AR Aging Best Practices
1. Review the Aging Report Weekly
Monthly is insufficient for fast-moving B2B businesses. Weekly cadence ensures newly overdue invoices are caught within days, not weeks.
2. Set Escalation Triggers by Bucket
Define explicit actions: 1–30 days = automated reminder, 31–60 = phone call + account manager CC, 61–90 = AR manager escalation, 90+ = executive review.
3. Automate Follow-Up Communications
Use your billing platform to send templated reminders at predefined intervals. Automation ensures no invoice falls through the cracks.
4. Flag Disputes Early
Tag disputed invoices separately. If your aging report doesn't distinguish between genuinely overdue and disputed invoices, you'll misallocate collections effort.
5. Segment by Customer Type
Enterprise customers with Net 60 terms will naturally appear in later buckets than SMBs on Net 30. Create separate aging reports for each segment.

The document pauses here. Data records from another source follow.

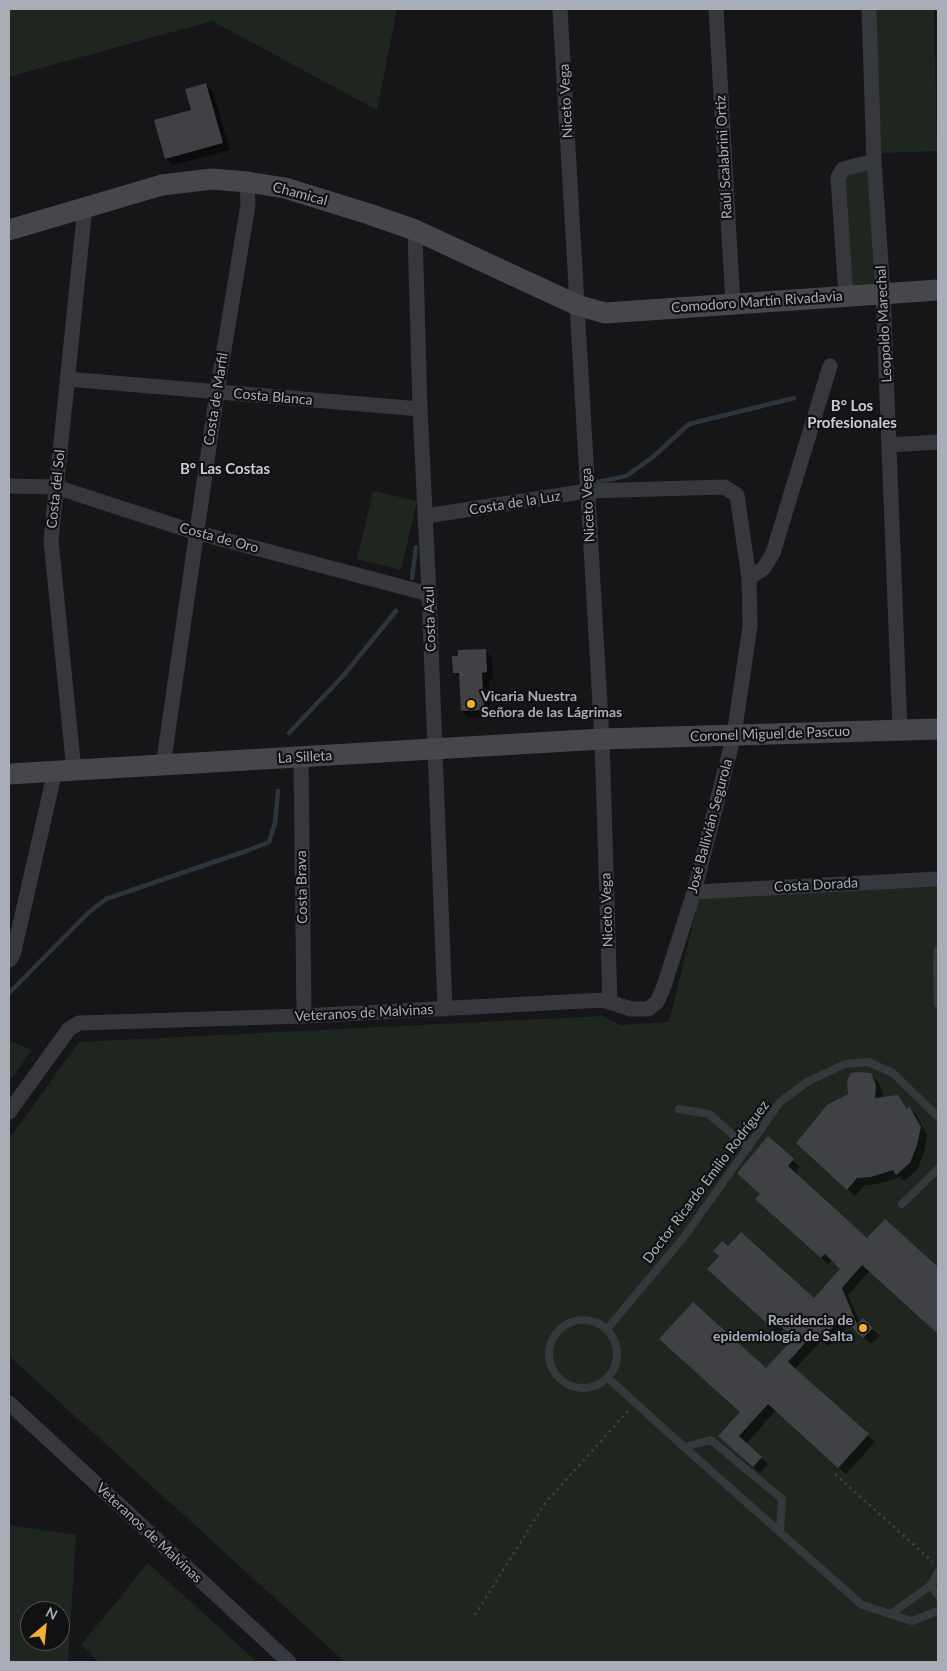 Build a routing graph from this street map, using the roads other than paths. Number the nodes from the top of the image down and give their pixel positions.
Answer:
1 (560, 9) edge
2 (716, 9) edge
3 (869, 9) edge
4 (874, 161) junction
5 (247, 182) junction
6 (85, 207) junction
7 (9, 230) edge
8 (415, 230) junction
9 (938, 290) edge
10 (883, 292) junction
11 (846, 296) junction
12 (732, 304) junction
13 (577, 305) junction
14 (830, 366) dead end
15 (67, 379) junction
16 (217, 392) junction
17 (420, 408) junction
18 (938, 442) edge
19 (889, 445) junction
20 (9, 486) edge
21 (56, 487) junction
22 (587, 492) junction
23 (426, 516) junction
24 (196, 532) junction
25 (748, 578) junction
26 (429, 594) junction
27 (938, 729) edge
28 (900, 730) junction
29 (734, 735) junction
30 (602, 739) junction
31 (435, 750) junction
32 (301, 758) junction
33 (163, 766) junction
34 (65, 771) junction
35 (9, 774) edge
36 (938, 879) edge
37 (694, 892) junction
38 (938, 950) edge
39 (9, 960) edge
40 (610, 1002) junction
41 (657, 1002) joint
42 (938, 1004) edge
43 (445, 1009) junction
44 (304, 1016) junction
45 (679, 1109) dead end
46 (9, 1112) edge
47 (938, 1117) edge
48 (748, 1148) junction
49 (938, 1169) edge
50 (902, 1204) dead end
51 (607, 1329) junction
52 (608, 1378) junction
53 (9, 1403) edge
54 (684, 1447) junction
55 (780, 1532) junction
56 (938, 1572) edge
57 (931, 1585) junction
58 (938, 1595) edge
59 (938, 1611) edge
60 (891, 1614) junction
61 (289, 1662) edge

1 - 13 street, Niceto Vega
2 - 12 street, Raúl Scalabrini Ortiz
3 - 4 street, Leopoldo Marechal
4 - 10 street, Leopoldo Marechal
4 - 11 street
5 - 6 street, Chamical
5 - 8 street, Chamical
5 - 16 street, Costa de Marfil
6 - 7 street, Chamical
6 - 15 street, Costa del Sol
8 - 13 street, Chamical
8 - 17 street, Costa Azul
9 - 10 street, Comodoro Martín Rivadavia
10 - 11 street, Comodoro Martín Rivadavia
10 - 19 street, Leopoldo Marechal
11 - 12 street, Comodoro Martín Rivadavia
12 - 13 street, Comodoro Martín Rivadavia
13 - 22 street, Niceto Vega
14 - 25 street
15 - 16 street, Costa Blanca
15 - 21 street, Costa del Sol
16 - 17 street, Costa Blanca
16 - 24 street, Costa de Marfil
17 - 23 street, Costa Azul
18 - 19 street
19 - 28 street, Leopoldo Marechal
20 - 21 street, Costa de Oro
21 - 24 street, Costa de Oro
21 - 34 street, Costa del Sol
22 - 23 street, Costa de la Luz
22 - 25 street, Costa de la Luz
22 - 30 street, Niceto Vega
23 - 26 street, Costa Azul
24 - 26 street, Costa de Oro
24 - 33 street, Costa de Marfil
25 - 29 street, José Ballivián Segurola
26 - 31 street, Costa Azul
27 - 28 street, Coronel Miguel de Pascuo
28 - 29 street, Coronel Miguel de Pascuo
29 - 30 street, Coronel Miguel de Pascuo
29 - 37 street, José Ballivián Segurola
30 - 31 street, La Silleta
30 - 40 street, Niceto Vega
31 - 32 street, La Silleta
31 - 43 street, Costa Azul
32 - 33 street, La Silleta
32 - 44 street, Costa Brava
33 - 34 street, La Silleta
34 - 35 street, La Silleta
34 - 39 street, Costa del Sol
36 - 37 street, Costa Dorada
37 - 41 street, José Ballivián Segurola
38 - 42 lane
40 - 41 street, Veteranos de Malvinas
40 - 43 street, Veteranos de Malvinas
43 - 44 street, Veteranos de Malvinas
44 - 46 street, Veteranos de Malvinas
45 - 48 lane
47 - 48 lane, Doctor Ricardo Emilio Rodríguez
48 - 51 lane, Doctor Ricardo Emilio Rodríguez
49 - 50 lane
51 - 52 lane
51 - 52 lane
52 - 54 lane
53 - 61 street, Veteranos de Malvinas
54 - 55 lane
54 - 55 lane
55 - 60 lane
56 - 57 lane
57 - 58 lane
57 - 60 lane
59 - 60 lane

6. Track Aging Trends Monthly
Build a dashboard showing percentage of AR in each bucket over 6–12 months. Trend data is more actionable than any single snapshot.
How LedgerUp Helps
LedgerUp automates the entire AR lifecycle for B2B SaaS: real-time aging dashboards, intelligent dunning sequences triggered by aging bucket, dispute tracking, and payment-prediction scoring that flags at-risk invoices before they become delinquent.
Frequently Asked Questions
What is accounts receivable aging?
Accounts receivable aging categorizes outstanding invoices by time past due — typically Current, 1–30, 31–60, 61–90, and 90+ days — so finance teams can assess collection risk and prioritize follow-ups.

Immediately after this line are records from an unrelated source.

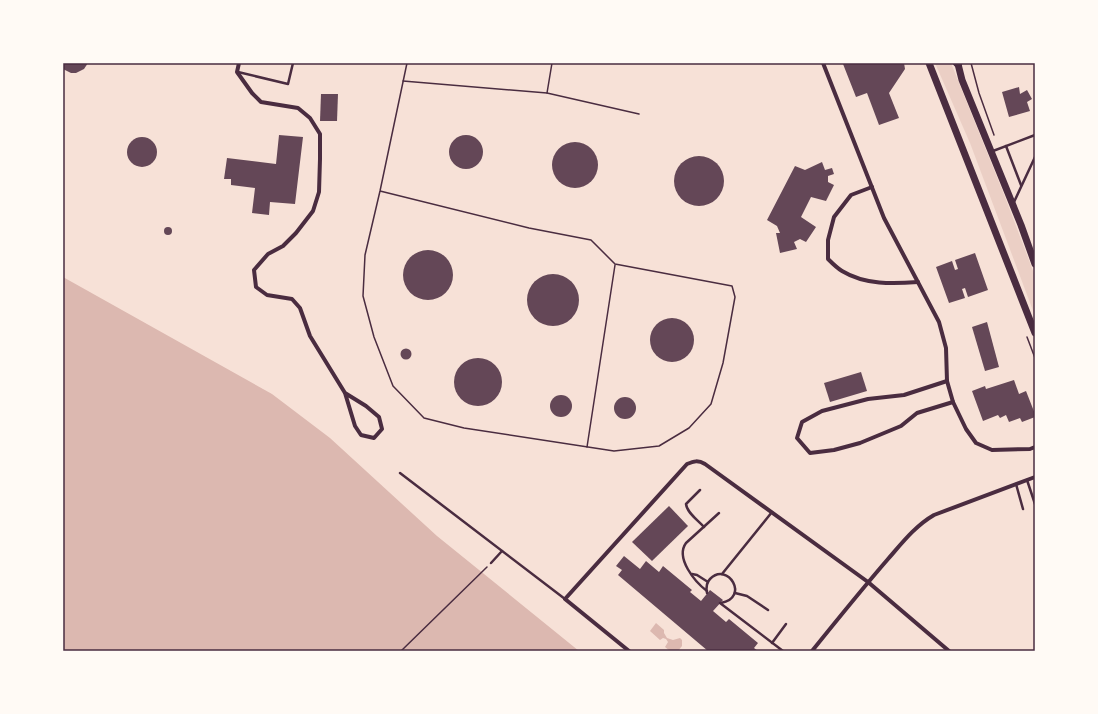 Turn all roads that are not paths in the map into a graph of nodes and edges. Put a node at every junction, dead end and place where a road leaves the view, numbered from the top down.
1 (239, 63) edge
2 (293, 63) edge
3 (823, 63) edge
4 (929, 63) edge
5 (958, 63) edge
6 (238, 72) junction
7 (1035, 135) edge
8 (1006, 146) junction
9 (992, 152) junction
10 (1035, 158) edge
11 (1021, 186) junction
12 (872, 187) junction
13 (1013, 205) junction
14 (1035, 264) edge
15 (918, 282) junction
16 (1033, 325) edge
17 (1035, 333) edge
18 (948, 381) junction
19 (345, 393) junction
20 (953, 402) junction
21 (1035, 447) edge
22 (400, 473) dead end
23 (1035, 477) edge
24 (1027, 480) junction
25 (1016, 484) junction
26 (700, 490) dead end
27 (1035, 504) edge
28 (1023, 509) dead end
29 (772, 512) junction
30 (719, 513) dead end
31 (704, 527) junction
32 (502, 551) junction
33 (491, 563) road end
34 (691, 573) junction
35 (722, 574) junction
36 (708, 582) junction
37 (868, 582) junction
38 (735, 593) junction
39 (565, 599) junction
40 (768, 610) dead end
41 (786, 624) dead end
42 (772, 643) junction
43 (629, 651) edge
44 (783, 651) edge
45 (812, 651) edge
46 (949, 651) edge

1 - 6 street
2 - 6 lane
3 - 12 street
4 - 16 main road
5 - 9 main road
6 - 19 street
7 - 8 lane
8 - 9 lane
8 - 11 lane
9 - 13 main road
10 - 11 lane
11 - 13 lane
12 - 15 street
12 - 15 street
13 - 14 main road
15 - 18 street
16 - 17 main road
18 - 20 street
18 - 20 street
19 - 19 street
20 - 21 street
22 - 32 lane
23 - 24 street
24 - 25 street
24 - 27 lane
25 - 28 lane
25 - 37 street
26 - 31 lane
29 - 35 lane
29 - 37 street
29 - 39 street
30 - 31 lane
31 - 34 lane
32 - 33 lane
32 - 39 lane
34 - 36 lane
34 - 36 lane
35 - 36 lane
35 - 38 lane
37 - 45 street
37 - 46 street
38 - 40 lane
38 - 42 lane
39 - 43 street
41 - 42 lane
42 - 44 lane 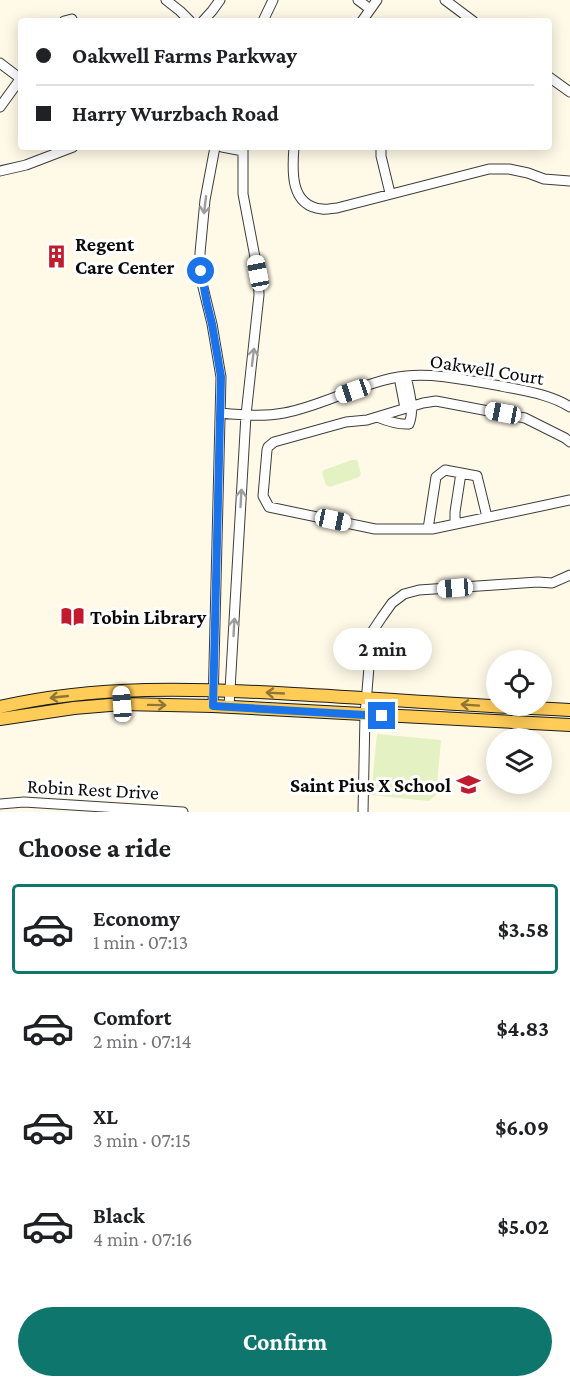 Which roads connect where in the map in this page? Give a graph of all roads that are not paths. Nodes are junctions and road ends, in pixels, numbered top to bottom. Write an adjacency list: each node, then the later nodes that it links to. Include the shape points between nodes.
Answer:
1 (166, 0): 8 (street)
2 (220, 0): 9 (street)
3 (273, 0): 10 (street)
4 (358, 0): 7 (street)
5 (377, 0): 7 (street)
6 (445, 0): 12 (street)
7 (370, 9): 11 (street)
8 (187, 18)
9 (205, 18)
10 (264, 18)
11 (364, 18)
12 (469, 18)
13 (0, 63): 14 (street)
14 (18, 77)
15 (552, 79): 17 (street)
16 (18, 83): 18 (street)
17 (570, 92)
18 (0, 107)
19 (65, 150): 24 (street)
20 (213, 150): 30 (street, one-way to 30, via 200,253 202,283 220,366)
21 (243, 150): 31 (street, one-way to 21, via 259,295 243,194)
22 (294, 150): 26 (street, via 296,190 313,207 337,208)
23 (381, 150): 26 (street)
24 (0, 171)
25 (570, 181): 26 (street, via 499,168)
26 (390, 193)
27 (402, 376): 28 (street, Oakwell Court, via 435,375 526,391); 29 (street); 31 (street, Oakwell Court, via 286,413)
28 (570, 407)
29 (408, 408): 32 (street); 32 (street, via 409,424); 33 (street, via 436,401 525,418)
30 (220, 413): 31 (street, Oakwell Court); 40 (street)
31 (246, 415): 41 (street, one-way to 31)
32 (377, 417): 38 (street, via 274,441 267,450 263,496 268,507 375,529)
33 (570, 442)
34 (461, 473): 36 (street, via 477,476); 37 (street); 38 (street, via 445,470 436,477)
35 (570, 500): 36 (street)
36 (487, 517): 37 (street)
37 (455, 524): 38 (street)
38 (428, 529)
39 (570, 575): 43 (street, via 552,583 430,589 404,594 392,603 372,632)
40 (214, 690): 41 (main road); 42 (main road); 45 (street)
41 (230, 691): 43 (main road, one-way to 41); 47 (street)
42 (122, 698): 44 (main road); 45 (main road, one-way to 45)
43 (367, 698): 48 (main road, one-way to 43); 49 (street)
44 (98, 699): 46 (main road, one-way to 46, via 39,699); 50 (main road)
45 (213, 706): 47 (main road)
46 (0, 707)
47 (229, 707): 49 (main road)
48 (570, 710)
49 (365, 715): 51 (main road); 56 (street)
50 (0, 719)
51 (570, 725)
52 (0, 804): 53 (street, Robin Rest Drive, via 17,802)
53 (47, 808): 54 (street, Robin Rest Drive)
54 (152, 811): 55 (street, Robin Rest Drive)
55 (183, 812)
56 (363, 812)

What are the standard aging buckets?
The five standard buckets are: Current (not past due), 1–30 days, 31–60 days, 61–90 days, and 90+ days past due. Some organizations add 91–120 and 120+ buckets for more granularity.
How often should I run an aging report?
Weekly is best practice. Companies with high invoice volume or short payment terms benefit especially from weekly reviews. At minimum, run monthly as part of your close process.
What percentage overdue is concerning?
If more than 20–25% of total AR is past due, collections likely need attention. For B2B SaaS with monthly invoicing, 15% overdue should trigger a review.
Should I age from invoice date or due date?
Most organizations age from the due date because it reflects contractual payment terms. Aging from invoice date overstates lateness for customers on Net 60 or Net 90 terms.
How do I use aging to estimate bad debt allowance?
Apply historical loss rates to each bucket. For example: 1% of current, 5% of 1–30, 10% of 31–60, 20% of 61–90, 40% of 90+. Sum the results for your total allowance estimate.